- [RECORDS FOR THE TASK]
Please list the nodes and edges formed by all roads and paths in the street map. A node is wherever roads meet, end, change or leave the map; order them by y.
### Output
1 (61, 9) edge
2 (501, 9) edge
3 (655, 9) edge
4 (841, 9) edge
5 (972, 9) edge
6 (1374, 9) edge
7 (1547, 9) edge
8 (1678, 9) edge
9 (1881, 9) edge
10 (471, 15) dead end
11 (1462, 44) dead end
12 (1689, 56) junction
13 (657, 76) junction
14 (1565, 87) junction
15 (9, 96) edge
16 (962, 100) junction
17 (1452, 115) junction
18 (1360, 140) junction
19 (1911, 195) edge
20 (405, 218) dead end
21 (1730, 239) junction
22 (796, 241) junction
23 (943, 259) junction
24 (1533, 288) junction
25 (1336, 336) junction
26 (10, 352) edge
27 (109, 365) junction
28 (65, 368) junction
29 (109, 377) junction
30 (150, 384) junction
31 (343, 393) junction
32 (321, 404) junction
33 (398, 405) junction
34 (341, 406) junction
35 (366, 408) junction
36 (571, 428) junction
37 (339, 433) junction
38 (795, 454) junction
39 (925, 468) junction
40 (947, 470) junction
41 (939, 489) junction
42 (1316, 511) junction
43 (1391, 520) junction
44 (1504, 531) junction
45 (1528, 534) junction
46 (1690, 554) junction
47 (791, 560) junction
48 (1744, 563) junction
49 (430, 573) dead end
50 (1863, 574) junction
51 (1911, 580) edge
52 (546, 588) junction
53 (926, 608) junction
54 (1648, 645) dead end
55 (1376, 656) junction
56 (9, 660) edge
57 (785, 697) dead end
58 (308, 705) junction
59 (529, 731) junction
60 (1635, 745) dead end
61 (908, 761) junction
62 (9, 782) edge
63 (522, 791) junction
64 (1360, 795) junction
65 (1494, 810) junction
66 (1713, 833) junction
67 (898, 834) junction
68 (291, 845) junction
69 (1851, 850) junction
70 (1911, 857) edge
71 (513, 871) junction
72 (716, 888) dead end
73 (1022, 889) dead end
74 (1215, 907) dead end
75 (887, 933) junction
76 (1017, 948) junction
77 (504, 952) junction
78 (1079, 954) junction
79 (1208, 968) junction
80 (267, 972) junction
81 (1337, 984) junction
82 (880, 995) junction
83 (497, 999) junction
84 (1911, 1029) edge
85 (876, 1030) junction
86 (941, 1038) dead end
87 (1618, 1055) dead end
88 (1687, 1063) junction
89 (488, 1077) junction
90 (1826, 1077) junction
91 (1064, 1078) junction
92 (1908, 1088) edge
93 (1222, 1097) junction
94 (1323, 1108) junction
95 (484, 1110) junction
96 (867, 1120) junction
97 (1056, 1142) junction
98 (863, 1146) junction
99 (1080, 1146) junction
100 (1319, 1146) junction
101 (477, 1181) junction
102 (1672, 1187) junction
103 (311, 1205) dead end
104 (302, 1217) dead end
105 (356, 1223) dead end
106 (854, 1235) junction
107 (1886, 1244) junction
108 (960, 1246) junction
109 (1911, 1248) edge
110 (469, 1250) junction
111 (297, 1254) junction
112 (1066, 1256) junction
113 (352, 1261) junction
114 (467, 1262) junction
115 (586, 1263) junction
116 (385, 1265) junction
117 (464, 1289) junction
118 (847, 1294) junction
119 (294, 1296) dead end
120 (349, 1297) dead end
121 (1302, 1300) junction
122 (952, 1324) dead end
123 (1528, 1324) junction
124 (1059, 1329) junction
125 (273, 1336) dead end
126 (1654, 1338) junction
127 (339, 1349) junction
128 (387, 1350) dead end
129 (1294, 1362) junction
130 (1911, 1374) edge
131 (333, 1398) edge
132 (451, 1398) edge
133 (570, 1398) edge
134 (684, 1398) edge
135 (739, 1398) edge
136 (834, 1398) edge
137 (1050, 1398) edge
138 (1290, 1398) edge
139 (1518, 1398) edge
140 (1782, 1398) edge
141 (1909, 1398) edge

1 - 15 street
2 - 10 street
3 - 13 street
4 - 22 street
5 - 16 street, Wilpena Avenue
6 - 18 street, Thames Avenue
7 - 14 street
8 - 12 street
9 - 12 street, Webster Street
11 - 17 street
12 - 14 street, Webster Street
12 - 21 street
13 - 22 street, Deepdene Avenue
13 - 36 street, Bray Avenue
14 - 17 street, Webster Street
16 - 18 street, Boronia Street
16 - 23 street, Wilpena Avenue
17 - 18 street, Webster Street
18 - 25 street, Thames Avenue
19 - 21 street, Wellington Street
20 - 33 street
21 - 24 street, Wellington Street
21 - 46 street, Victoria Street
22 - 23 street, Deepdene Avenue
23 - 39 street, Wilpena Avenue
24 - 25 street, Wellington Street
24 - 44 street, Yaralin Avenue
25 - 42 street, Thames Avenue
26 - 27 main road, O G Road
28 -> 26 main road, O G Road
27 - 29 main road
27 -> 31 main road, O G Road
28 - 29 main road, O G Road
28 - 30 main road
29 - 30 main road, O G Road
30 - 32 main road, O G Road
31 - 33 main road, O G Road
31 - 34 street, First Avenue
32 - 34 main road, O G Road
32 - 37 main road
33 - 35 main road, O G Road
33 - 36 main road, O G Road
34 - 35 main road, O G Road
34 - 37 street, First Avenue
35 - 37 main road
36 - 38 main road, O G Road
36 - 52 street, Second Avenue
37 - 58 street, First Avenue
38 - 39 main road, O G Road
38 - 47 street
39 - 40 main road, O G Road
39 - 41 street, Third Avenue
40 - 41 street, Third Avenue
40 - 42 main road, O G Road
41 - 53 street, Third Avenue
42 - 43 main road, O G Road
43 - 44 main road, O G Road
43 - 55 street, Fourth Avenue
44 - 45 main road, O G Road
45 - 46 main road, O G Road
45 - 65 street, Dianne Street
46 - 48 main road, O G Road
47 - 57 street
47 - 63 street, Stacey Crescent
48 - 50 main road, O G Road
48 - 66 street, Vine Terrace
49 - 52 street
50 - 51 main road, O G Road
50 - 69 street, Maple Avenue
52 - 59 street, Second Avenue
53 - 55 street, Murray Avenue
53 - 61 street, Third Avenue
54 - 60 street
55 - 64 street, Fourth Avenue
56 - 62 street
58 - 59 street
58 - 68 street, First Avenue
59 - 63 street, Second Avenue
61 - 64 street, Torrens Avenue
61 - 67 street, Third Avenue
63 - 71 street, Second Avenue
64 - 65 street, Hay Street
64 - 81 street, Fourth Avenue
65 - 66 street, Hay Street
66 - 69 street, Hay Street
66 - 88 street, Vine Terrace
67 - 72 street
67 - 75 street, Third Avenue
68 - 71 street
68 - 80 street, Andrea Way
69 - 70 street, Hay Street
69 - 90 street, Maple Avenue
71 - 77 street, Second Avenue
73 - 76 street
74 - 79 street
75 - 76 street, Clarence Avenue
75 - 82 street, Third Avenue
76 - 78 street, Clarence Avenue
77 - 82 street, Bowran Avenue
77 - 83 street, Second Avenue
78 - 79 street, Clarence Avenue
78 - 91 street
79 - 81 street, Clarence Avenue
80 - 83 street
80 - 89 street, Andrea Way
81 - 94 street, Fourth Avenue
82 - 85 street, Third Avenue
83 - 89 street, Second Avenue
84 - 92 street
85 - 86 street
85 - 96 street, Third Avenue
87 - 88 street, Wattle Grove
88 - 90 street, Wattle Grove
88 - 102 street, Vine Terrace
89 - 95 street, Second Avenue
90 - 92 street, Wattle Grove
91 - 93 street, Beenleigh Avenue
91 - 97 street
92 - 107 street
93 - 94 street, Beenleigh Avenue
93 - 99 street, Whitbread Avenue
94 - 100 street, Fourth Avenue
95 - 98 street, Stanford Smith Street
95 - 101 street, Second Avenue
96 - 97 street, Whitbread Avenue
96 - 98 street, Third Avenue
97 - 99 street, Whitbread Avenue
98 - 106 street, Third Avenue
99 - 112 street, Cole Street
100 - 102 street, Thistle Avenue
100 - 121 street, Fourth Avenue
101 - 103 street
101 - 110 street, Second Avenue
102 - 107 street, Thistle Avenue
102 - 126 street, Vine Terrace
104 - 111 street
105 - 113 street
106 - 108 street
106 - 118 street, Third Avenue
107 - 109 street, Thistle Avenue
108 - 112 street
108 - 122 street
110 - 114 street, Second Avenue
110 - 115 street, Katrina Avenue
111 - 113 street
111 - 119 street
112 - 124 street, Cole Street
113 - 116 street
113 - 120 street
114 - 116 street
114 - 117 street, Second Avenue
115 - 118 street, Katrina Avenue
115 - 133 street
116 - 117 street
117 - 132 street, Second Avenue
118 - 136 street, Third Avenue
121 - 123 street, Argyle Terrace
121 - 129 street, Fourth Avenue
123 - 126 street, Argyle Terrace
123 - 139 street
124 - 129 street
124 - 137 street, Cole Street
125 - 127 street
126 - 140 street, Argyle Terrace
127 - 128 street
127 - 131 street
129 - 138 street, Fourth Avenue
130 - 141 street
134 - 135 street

- [TASK STATEMENT] In the entries above, find each line that includes the string "Webster" and copy it.

- [SOLUTION FOR THIS TASK]
9 - 12 street, Webster Street
12 - 14 street, Webster Street
14 - 17 street, Webster Street
17 - 18 street, Webster Street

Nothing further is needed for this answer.